**Given records**
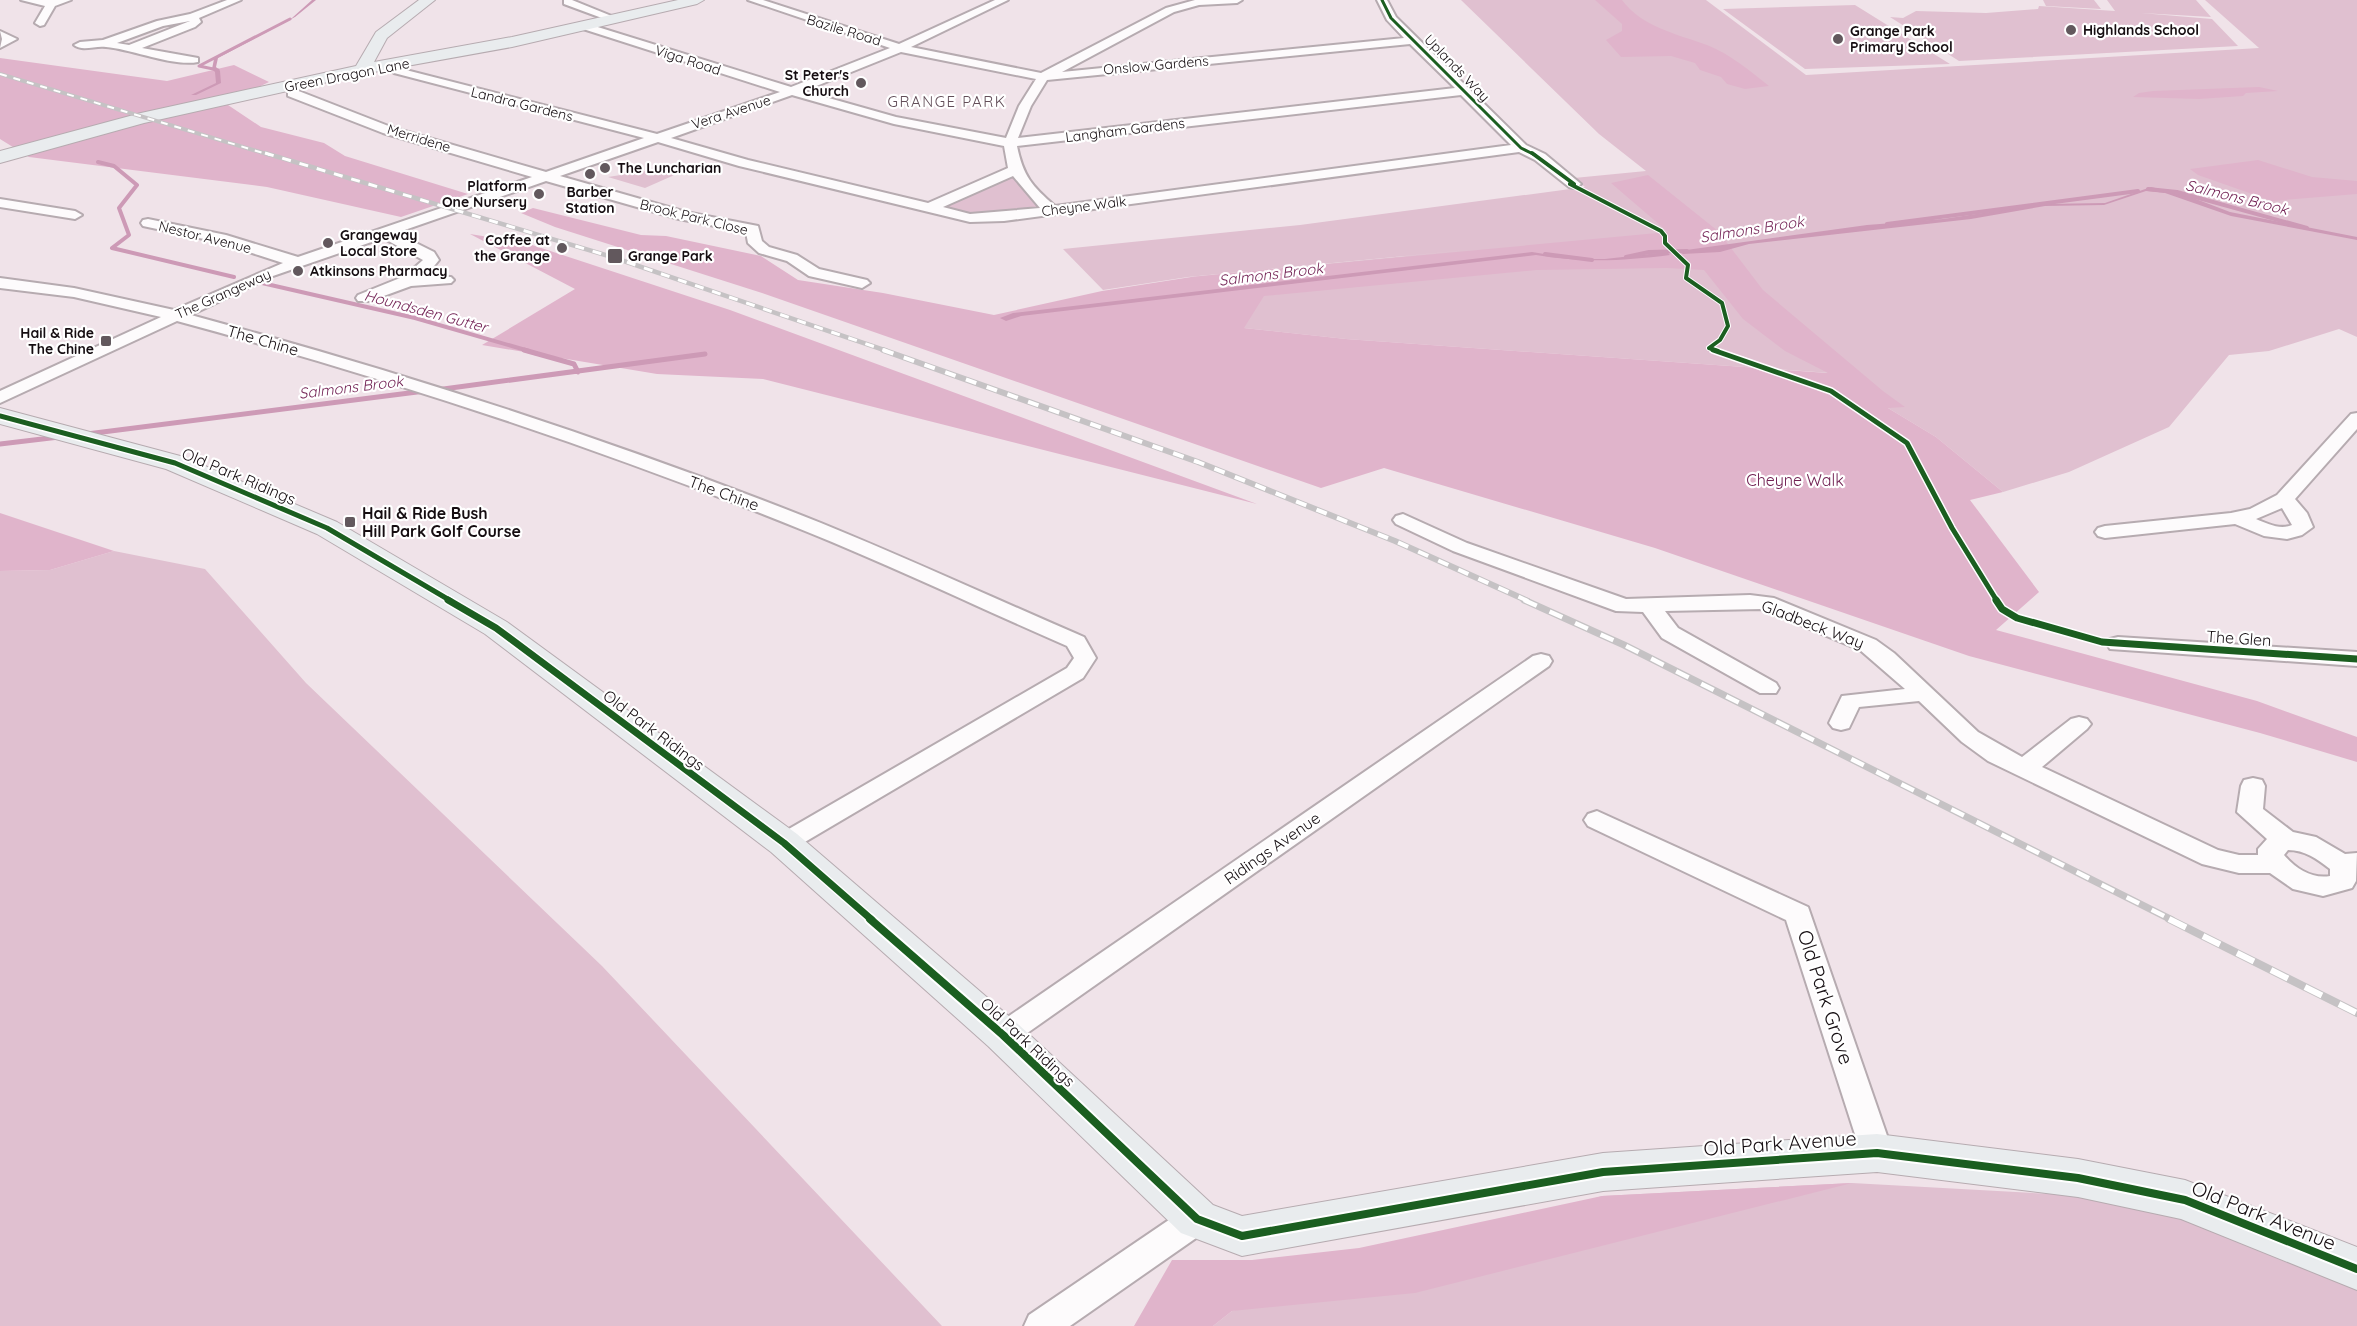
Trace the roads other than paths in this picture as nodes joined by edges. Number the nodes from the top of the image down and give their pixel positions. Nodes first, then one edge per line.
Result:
1 (26, 0) edge
2 (66, 0) edge
3 (236, 0) edge
4 (428, 0) edge
5 (696, 0) edge
6 (753, 0) edge
7 (968, 0) edge
8 (1003, 0) edge
9 (1237, 0) edge
10 (1382, 0) edge
11 (568, 2) dead end
12 (51, 4) junction
13 (988, 6) junction
14 (193, 17) junction
15 (614, 19) junction
16 (40, 23) dead end
17 (584, 26) junction
18 (0, 34) edge
19 (1414, 40) junction
20 (105, 43) junction
21 (0, 45) edge
22 (80, 45) dead end
23 (900, 48) junction
24 (130, 49) junction
25 (194, 60) dead end
26 (391, 66) junction
27 (368, 68) junction
28 (1043, 77) junction
29 (794, 91) junction
30 (1462, 91) junction
31 (292, 93) dead end
32 (655, 137) junction
33 (1010, 143) junction
34 (1521, 148) junction
35 (0, 157) edge
36 (1015, 170) junction
37 (548, 176) junction
38 (1574, 183) dead end
39 (0, 203) edge
40 (927, 208) junction
41 (1051, 210) junction
42 (453, 211) joint
43 (75, 215) dead end
44 (148, 223) dead end
45 (384, 233) junction
46 (297, 262) junction
47 (446, 280) dead end
48 (408, 281) junction
49 (0, 283) edge
50 (862, 283) dead end
51 (364, 298) dead end
52 (175, 315) junction
53 (0, 398) edge
54 (0, 416) edge
55 (2357, 418) edge
56 (2284, 499) junction
57 (2238, 518) junction
58 (1403, 520) dead end
59 (2104, 532) dead end
60 (1650, 606) junction
61 (2118, 644) dead end
62 (2357, 659) edge
63 (1541, 661) dead end
64 (1768, 688) dead end
65 (1922, 693) junction
66 (1841, 723) dead end
67 (2079, 724) dead end
68 (2025, 768) junction
69 (2253, 786) dead end
70 (1597, 820) dead end
71 (784, 843) junction
72 (2281, 852) junction
73 (2348, 862) edge
74 (1003, 1035) junction
75 (1877, 1153) junction
76 (1197, 1220) junction
77 (2357, 1269) edge
78 (1041, 1326) edge

1 - 12 street
2 - 12 street
3 - 14 street
4 - 27 street
5 - 15 street, Green Dragon Lane
6 - 23 street, Bazile Road
7 - 13 street
8 - 13 street, Vera Avenue
9 - 28 street
10 - 19 street, Uplands Way
11 - 15 street
12 - 16 street
13 - 23 street, Vera Avenue
14 - 20 street
14 - 24 street
15 - 17 street, Green Dragon Lane
17 - 26 street, Green Dragon Lane
17 - 29 street, Viga Road
18 - 21 street
19 - 28 street, Onslow Gardens
19 - 30 street, Uplands Way
20 - 22 street
20 - 24 street
23 - 28 street, Onslow Gardens
23 - 29 street, Vera Avenue
24 - 25 street
26 - 27 street, Green Dragon Lane
26 - 32 street, Landra Gardens
27 - 35 street, Green Dragon Lane
28 - 33 street
29 - 32 street, Vera Avenue
29 - 33 street, Langham Gardens
30 - 33 street, Langham Gardens
30 - 34 street, Uplands Way
31 - 37 street, Merridene
32 - 37 street, Vera Avenue
32 - 40 street, Cheyne Walk
33 - 36 street
34 - 38 street, Uplands Way
34 - 41 street, Cheyne Walk
36 - 40 street
36 - 41 street
37 - 42 street, Vera Avenue
37 - 50 street, Brook Park Close
39 - 43 street
40 - 41 street, Cheyne Walk
42 - 45 street, The Grangeway
44 - 46 street, Nestor Avenue
45 - 46 street, The Grangeway
45 - 48 street
46 - 52 street, The Grangeway
47 - 48 street
48 - 51 street
49 - 52 street, The Chine
52 - 53 street, The Grangeway
52 - 71 street, The Chine
54 - 71 street, Old Park Ridings
55 - 56 street
56 - 57 street
56 - 57 street
57 - 59 street
58 - 60 street, Gladbeck Way
60 - 64 street
60 - 65 street, Gladbeck Way
61 - 62 street, The Glen
63 - 74 street, Ridings Avenue
65 - 66 street
65 - 68 street, Gladbeck Way
67 - 68 street
68 - 72 street, Gladbeck Way
69 - 72 street, Gladbeck Way
70 - 75 street, Old Park Grove
71 - 74 street, Old Park Ridings
72 - 73 street, Gladbeck Way
72 - 73 street, Gladbeck Way
74 - 76 street, Old Park Ridings
75 - 76 street, Old Park Avenue
75 - 77 street, Old Park Avenue
76 - 78 street

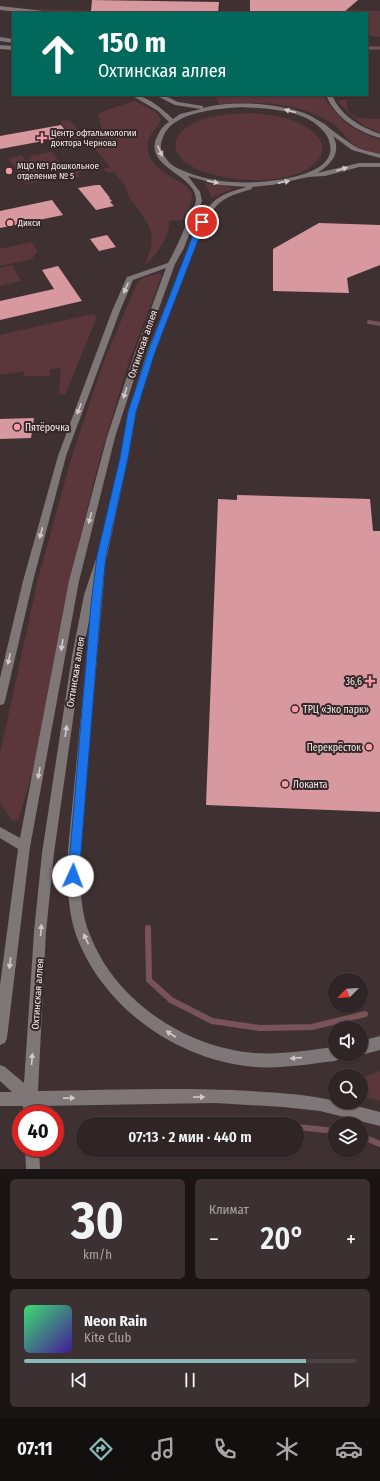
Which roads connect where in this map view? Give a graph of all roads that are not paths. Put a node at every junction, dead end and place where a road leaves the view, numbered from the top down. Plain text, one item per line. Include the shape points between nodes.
1 (0, 8) edge
2 (35, 12) edge
3 (0, 39) edge
4 (12, 41) edge
5 (0, 47) edge
6 (12, 48) edge
7 (136, 96) edge
8 (160, 96) edge
9 (330, 97) edge
10 (213, 107) junction
11 (172, 122) junction
12 (325, 128) junction
13 (380, 136) edge
14 (380, 156) edge
15 (380, 165) edge
16 (176, 169) junction
17 (304, 176) junction
18 (263, 185) junction
19 (171, 264) junction
20 (102, 556) junction
21 (0, 701) edge
22 (0, 832) edge
23 (24, 848) junction
24 (0, 1038) edge
25 (380, 1043) edge
26 (368, 1046) edge
27 (328, 1055) edge
28 (0, 1072) edge
29 (30, 1098) junction
30 (0, 1100) edge
31 (30, 1105) edge
32 (380, 1119) edge
33 (32, 1157) edge
34 (33, 1169) edge

1 - 2 street
3 - 4 street
5 - 6 street
7 - 11 street via 160,110
8 - 10 street via 178,104
9 - 13 street via 345,118 356,126
10 - 11 street
12 -> 10 street via 310,119 281,109 247,105
11 -> 16 street via 164,129 157,145 166,162
12 - 14 street via 354,148
12 - 17 street via 333,141 333,154 323,166
17 -> 15 street via 325,174 359,165
16 -> 18 street via 224,184
16 - 19 street, Охтинская аллея via 196,187 199,201
18 -> 17 street
18 - 20 street, Охтинская аллея via 216,200 202,222 151,352 132,412
19 -> 21 street via 130,279 116,311 62,456 28,580
19 -> 23 street, Охтинская аллея via 111,437 74,582
27 -> 20 street via 254,1060 218,1054 182,1041 147,1018 116,991 100,968 84,935 75,904 74,851
29 -> 20 street, Охтинская аллея via 40,932 48,853 89,595
22 - 23 street
23 -> 24 street, Охтинская аллея
25 - 26 street
28 - 29 street
29 - 30 street
29 - 31 street, Охтинская аллея
29 -> 32 street via 215,1096 320,1104
33 - 34 street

**Problem to solve**
The expected answer is one number: how many lines above contain "paths".

**Answer to this task**
2